Nash equilibrium: Strategy pair where neither player wants to deviate given other's strategy. May not maximize joint value.
Expected value in games: Estimate opponent's probabilities (mixed strategy or beliefs about their choice), calculate EV for each of your strategies, choose best response.
Cautions: Assumes rational opponent. Real opponents may be irrational, vindictive, or making mistakes. Model their actual behavior, not ideal.
Summary
Probability estimation: Use multiple methods (base rates, inside view, experts, data), triangulate. Avoid overconfidence, anchoring, availability bias.
Payoff quantification: Include monetary (revenue, costs, NPV) and non-monetary (time, reputation, learning, strategic).

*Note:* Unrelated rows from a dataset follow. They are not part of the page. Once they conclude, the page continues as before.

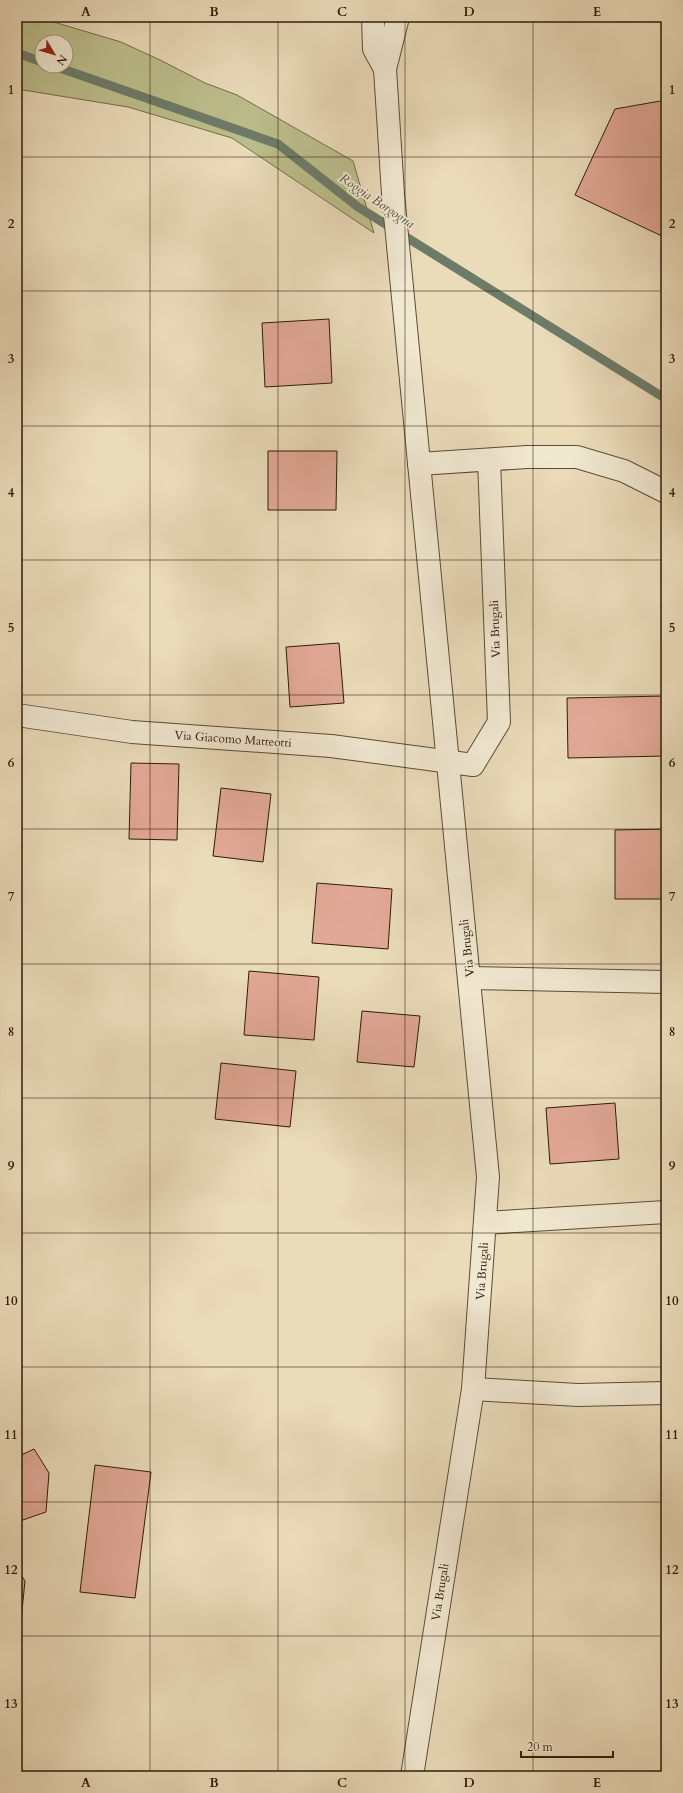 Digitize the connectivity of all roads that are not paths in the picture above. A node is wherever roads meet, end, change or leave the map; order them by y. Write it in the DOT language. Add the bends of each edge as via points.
graph roads {
  1 [pos="373,17"];
  2 [pos="398,17"];
  3 [pos="385,69"];
  4 [pos="489,460"];
  5 [pos="419,464"];
  6 [pos="666,492"];
  7 [pos="17,715"];
  8 [pos="448,762"];
  9 [pos="470,978"];
  10 [pos="666,982"];
  11 [pos="666,1212"];
  12 [pos="485,1223"];
  13 [pos="472,1389"];
  14 [pos="666,1393"];
  15 [pos="412,1776"];
  1 -- 3 [label="street" via="374,49"];
  2 -- 3 [label="street"];
  3 -- 5 [label="street, Via Brugali" via="393,194"];
  4 -- 5 [label="street"];
  4 -- 6 [label="street" via="577,457 624,471"];
  4 -- 8 [label="street, Via Brugali" via="499,722 473,765"];
  5 -- 8 [label="street, Via Brugali"];
  7 -- 8 [label="street, Via Giacomo Matteotti" via="132,732 331,746"];
  8 -- 9 [label="street, Via Brugali"];
  9 -- 10 [label="street"];
  9 -- 12 [label="street, Via Brugali" via="488,1177"];
  11 -- 12 [label="street"];
  12 -- 13 [label="street, Via Brugali"];
  13 -- 14 [label="street" via="578,1395"];
  13 -- 15 [label="street, Via Brugali"];
} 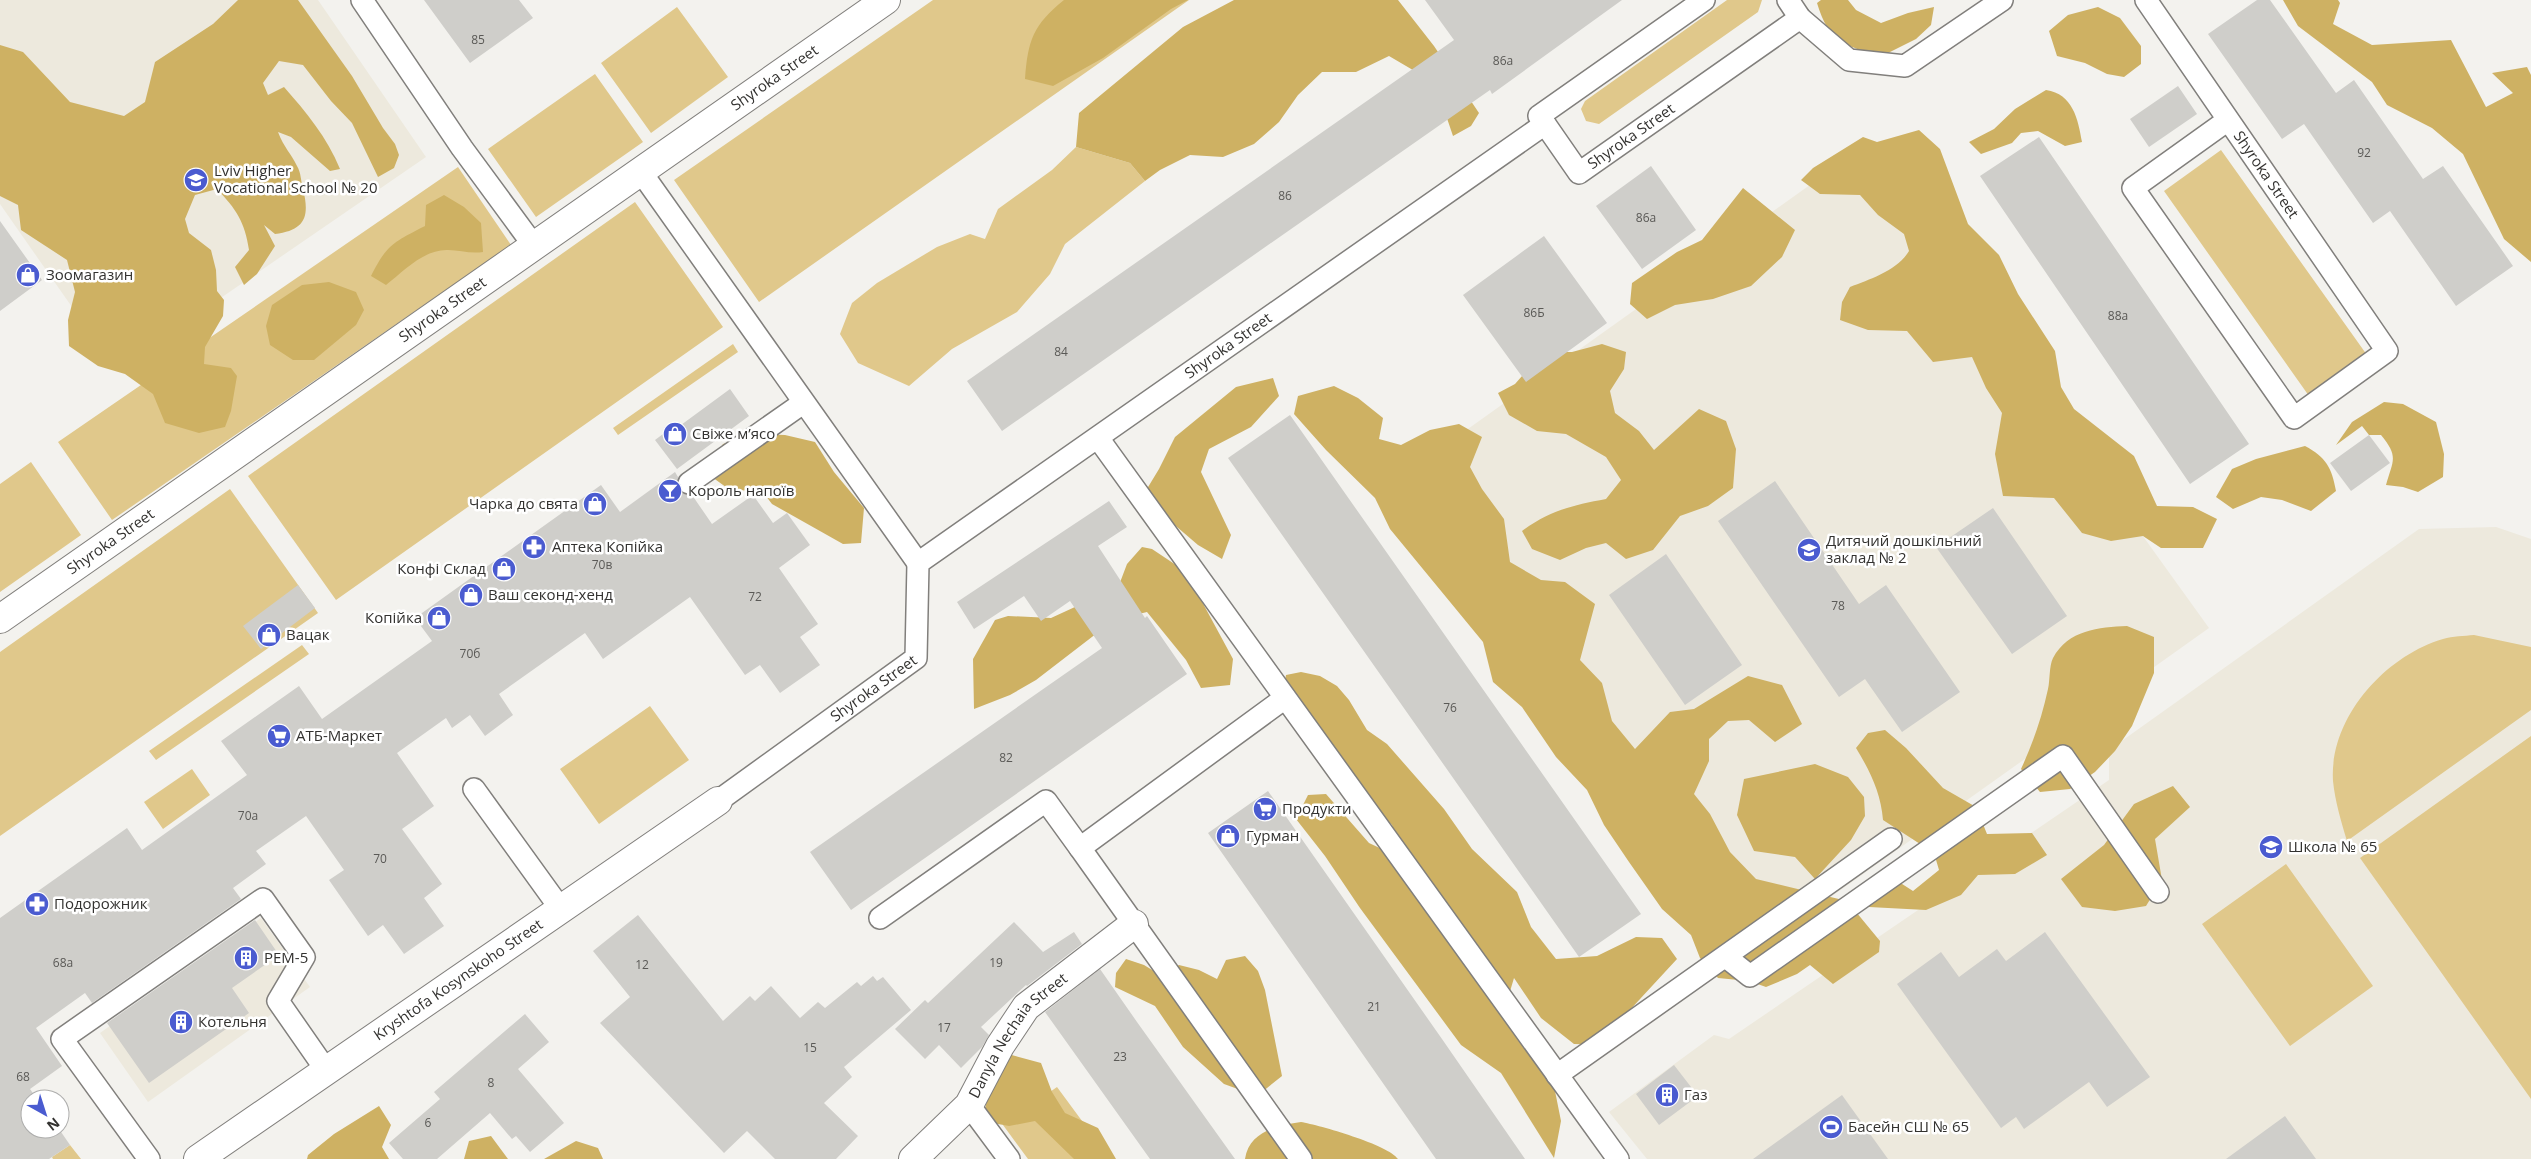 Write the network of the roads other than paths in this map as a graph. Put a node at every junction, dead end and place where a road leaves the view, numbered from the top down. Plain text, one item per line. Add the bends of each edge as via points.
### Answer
1 (362, 0) edge
2 (886, 0) edge
3 (1704, 0) edge
4 (1788, 0) edge
5 (2002, 0) edge
6 (2146, 0) edge
7 (1800, 18) junction
8 (2228, 120) junction
9 (1545, 124) junction
10 (641, 172) junction
11 (534, 246) junction
12 (803, 403) junction
13 (1098, 438) junction
14 (689, 483) dead end
15 (918, 563) junction
16 (0, 619) edge
17 (1285, 698) junction
18 (474, 789) dead end
19 (718, 801) joint
20 (1891, 839) dead end
21 (1080, 848) junction
22 (2158, 892) dead end
23 (560, 908) junction
24 (880, 918) dead end
25 (1134, 924) junction
26 (1726, 957) junction
27 (326, 1070) junction
28 (1557, 1075) junction
29 (970, 1105) junction
30 (149, 1159) edge
31 (198, 1159) edge
32 (913, 1159) edge
33 (1009, 1159) edge
34 (1301, 1159) edge
35 (1618, 1159) edge

1 - 11 lane via 462,148
2 - 10 street, Shyroka Street
3 - 9 lane via 1539,116
4 - 7 lane
5 - 7 lane via 1905,66 1849,60
6 - 8 lane, Shyroka Street
7 - 9 lane, Shyroka Street via 1580,173
8 - 8 lane, Shyroka Street via 2387,351 2294,418 2133,188
9 - 13 lane, Shyroka Street
10 - 11 street, Shyroka Street
10 - 12 lane
11 - 16 street, Shyroka Street
12 - 14 lane
12 - 15 lane
13 - 15 lane, Shyroka Street
13 - 17 lane
15 - 19 lane, Shyroka Street via 916,658
17 - 21 lane
17 - 28 lane
18 - 23 lane
19 - 23 street, Kryshtofa Kosynskoho Street
20 - 26 lane
21 - 24 lane via 1046,801
21 - 25 lane
22 - 26 lane via 2063,756 1750,976
23 - 27 street, Kryshtofa Kosynskoho Street
25 - 29 street, Danyla Nechaia Street via 1026,1007 1000,1046
25 - 34 lane
26 - 28 lane
27 - 30 lane via 278,1001 304,957 263,898 62,1039
27 - 31 street, Kryshtofa Kosynskoho Street
28 - 35 lane
29 - 32 street, Danyla Nechaia Street
29 - 33 lane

Handle uncertainty with ranges or distributions.
Decision trees: Fold-back induction for sequential decisions. Calculate EVPI for value of information. Structure for learning (sequential > simultaneous).
Risk preferences: Risk-neutral → maximize EV. Risk-averse → maximize expected utility (EU). Calibrate utility function via elicitation. Account for loss aversion (Prospect Theory).
Biases: Overconfidence, anchoring, availability, sunk cost, tail risk neglect, false precision, static analysis. Mitigate via calibration, base rates, ranges, optionality.
Advanced: Correlation in portfolios, Monte Carlo for continuous distributions, multi-attribute utility for multiple objectives, game theory for strategic interactions.
Final principle: EV analysis structures thinking, not mechanizes decisions. Probabilities and payoffs are estimates. Sensitivity analysis reveals robustness. Combine quantitative EV with qualitative judgment (strategic fit, alignment with values, regret minimization).